Volkmarsen

„Villa R“ verabschiedet Vollblutschulleiterin

- „Villa R“ verabschiedet Vollblutschulleiterin

Viele der 310 Grundschüler­ hatten mit ihren Lehrerinnen Lieder und Stücke einstudiert, was das Zeug hielt. Dazu kam, dass die Verabschiedung ihrer beliebten Schulleiterin auf deren Wunsch in das Fest integriert wurde. So fanden nicht nur Schüler, Eltern und Geschwister, sondern auch viele Wegbegleiter und Ehemalige den Weg in die brechend volle Stadthalle.

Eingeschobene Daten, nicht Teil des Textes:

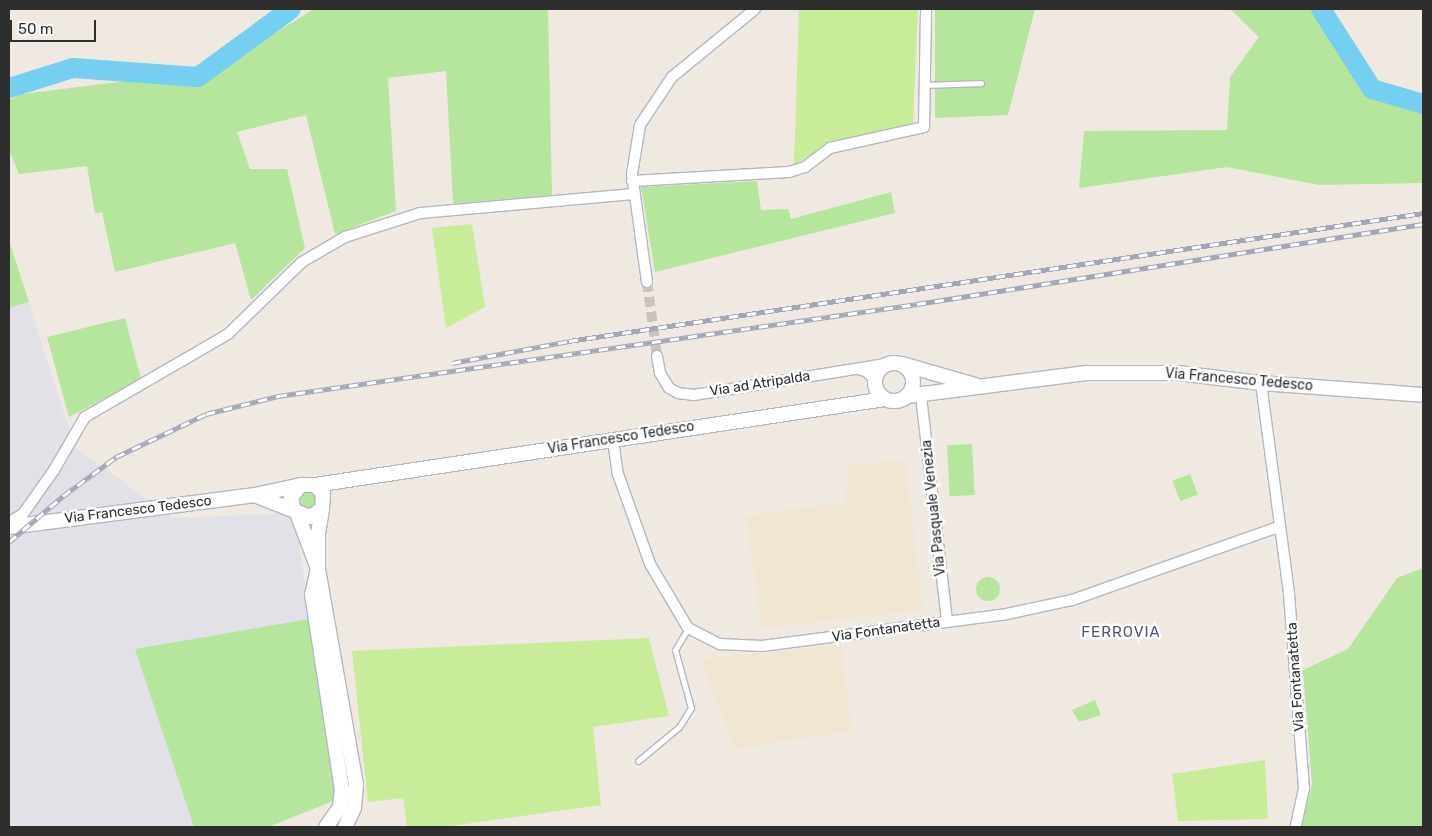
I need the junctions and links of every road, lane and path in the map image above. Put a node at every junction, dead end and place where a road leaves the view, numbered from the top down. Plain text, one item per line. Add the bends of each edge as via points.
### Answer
1 (755, 9) edge
2 (926, 9) edge
3 (981, 83) dead end
4 (925, 85) junction
5 (632, 181) junction
6 (634, 194) junction
7 (647, 282) tunnel mouth
8 (657, 356) tunnel mouth
9 (893, 364) junction
10 (854, 368) junction
11 (1261, 383) junction
12 (981, 387) junction
13 (878, 389) junction
14 (1423, 395) edge
15 (907, 396) junction
16 (921, 396) junction
17 (613, 440) junction
18 (358, 480) junction
19 (308, 485) junction
20 (254, 495) junction
21 (323, 504) junction
22 (295, 511) junction
23 (13, 524) edge
24 (1278, 527) junction
25 (318, 569) junction
26 (947, 621) junction
27 (688, 628) junction
28 (638, 761) dead end
29 (326, 827) edge
30 (345, 827) edge
31 (1296, 827) edge

1 - 5 street via 672,77 640,125
2 - 4 street
3 - 4 lane
4 - 5 street via 924,127 844,143 830,148 805,167 789,172
5 - 6 street
6 - 7 street
6 - 23 street via 420,214 345,237 302,262 228,334 85,417 23,514
8 - 10 street, Via ad Atripalda via 660,373 669,388 694,395
9 - 10 street, Via ad Atripalda
9 - 12 street
9 - 13 street
9 - 15 street via 912,378
10 - 13 street via 866,371
11 - 12 street, Via Francesco Tedesco via 1178,373 1096,373
11 - 14 street, Via Francesco Tedesco
11 - 24 street, Via Fontanatetta
12 - 16 street, Via Francesco Tedesco
13 - 15 street, Via Francesco Tedesco via 896,401
13 - 17 street, Via Francesco Tedesco via 858,402
15 - 16 street, Via Francesco Tedesco
16 - 26 street, Via Pasquale Venezia
17 - 18 street, Via Francesco Tedesco
17 - 27 street via 618,474 650,564
18 - 19 street, Via Francesco Tedesco
18 - 21 street, Via Francesco Tedesco
19 - 20 street, Via Francesco Tedesco
19 - 21 street
19 - 22 street via 291,497
20 - 22 street, Via Francesco Tedesco
20 - 23 street, Via Francesco Tedesco
21 - 22 street, Via Francesco Tedesco via 310,517
21 - 25 street via 318,534
22 - 25 street
24 - 26 street, Via Fontanatetta via 1072,600 1002,615
24 - 31 street, Via Fontanatetta via 1289,594 1304,788
25 - 29 street via 312,594 342,790 340,807
25 - 30 street via 356,785 354,808
26 - 27 street, Via Fontanatetta via 762,646 720,644
27 - 28 lane via 675,650 691,708 679,727

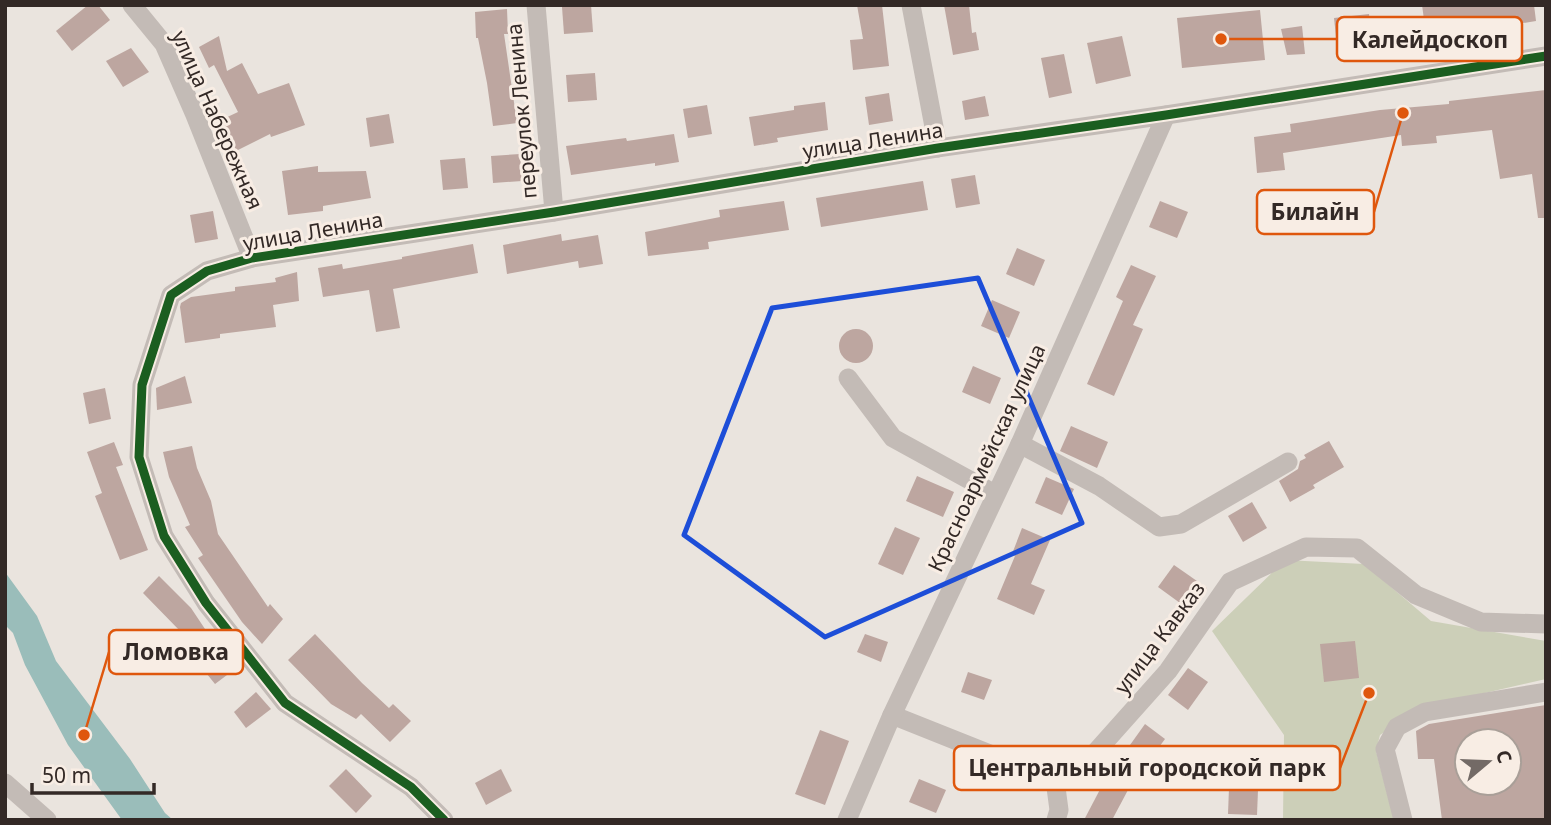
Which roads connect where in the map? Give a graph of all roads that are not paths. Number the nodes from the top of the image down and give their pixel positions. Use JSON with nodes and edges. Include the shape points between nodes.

Seit 1987 hat Renate Günther in Volkmarsen unterrichtet, wurde 1998 Konrektorin und 2005 Leiterin der kurz vorher neu entstandenen Grundschule. Die enthusiastische Beschreibung als „Geburtshelferin, Amme und gute Seele“ der Schule fand Elmar Töpfer, schulfachlicher Dezernent, daher nicht von ungefähr. Die Kunstbegeisterung der Rektorin hatte der Schule nicht nur ihren Namen „Villa R“ beschert: sogar „jeden Stuhl, jeden Tisch und jedes Regal“ habe „Reni“ selbst ausgesucht. Die „Vollblutschulleiterin“, die mit, in und für die Schule gelebt habe, habe das Interesse der Kinder stets vor ihr eigenes gestellt, hob Töpfer hervor. Nach dem Abitur in Ober-Ursel hatte Renate Günther Lehramt an der Goethe-Universität in Frankfurt/Main mit den Fächern Deutsch, Kunst und „Leibeserziehung“ studiert. Von 1966 bis 1973 unterrichtete sie an der Landgraf-Ludwig-Schule in Bad Homburg. Für Schmunzeln im Publikum sorgte ein Zitat aus dem Besichtigungsbericht von 1967, in dem Fleiß und Arbeitsfreude „des (damaligen) Fräulein Tetzlaff“ besonders erwähnt werden. Anfang der Siebzigerjahre kamen ihre beiden Kinder zur Welt. 1973 wechselte Renate Günther an die Grundschule Bad Arolsen und 1976 an die Mittelpunktschule Rhoden. „Du sprühst vor Elan und Engagement“, bescheinigte ihr Konrektorin Sandra Gerlach, die die Moderation des Abends übernommen hatte. Auch gab Gerlach bekannt, dass sie die Nachfolge Renate Günthers als Schulleiterin der „Villa R“ antreten werde. Die Schüler werden ihre langjährige Lehrerin und Leiterin „Reni“ Günther aber sicher noch dann und wann zu sehen bekommen. Zeit zum entspannten Zurücklehnen war für die tatkräftige Un-Ruheständlerin aber immerhin beim „bunten Abend“ angesagt. Die Schüler ihrer Klasse 4c hatten extra ein „Lied für Frau Günther“ einstudiert. Inmitten von Szenen aus „Ronja Räubertochter“, Zaubertricks und einer Modenschau fand Bürgermeister Hartmut Linnekugel anerkennende Worte für Renate Günther, die Generationen von Schülern in Nordwaldeck unterrichtet hat.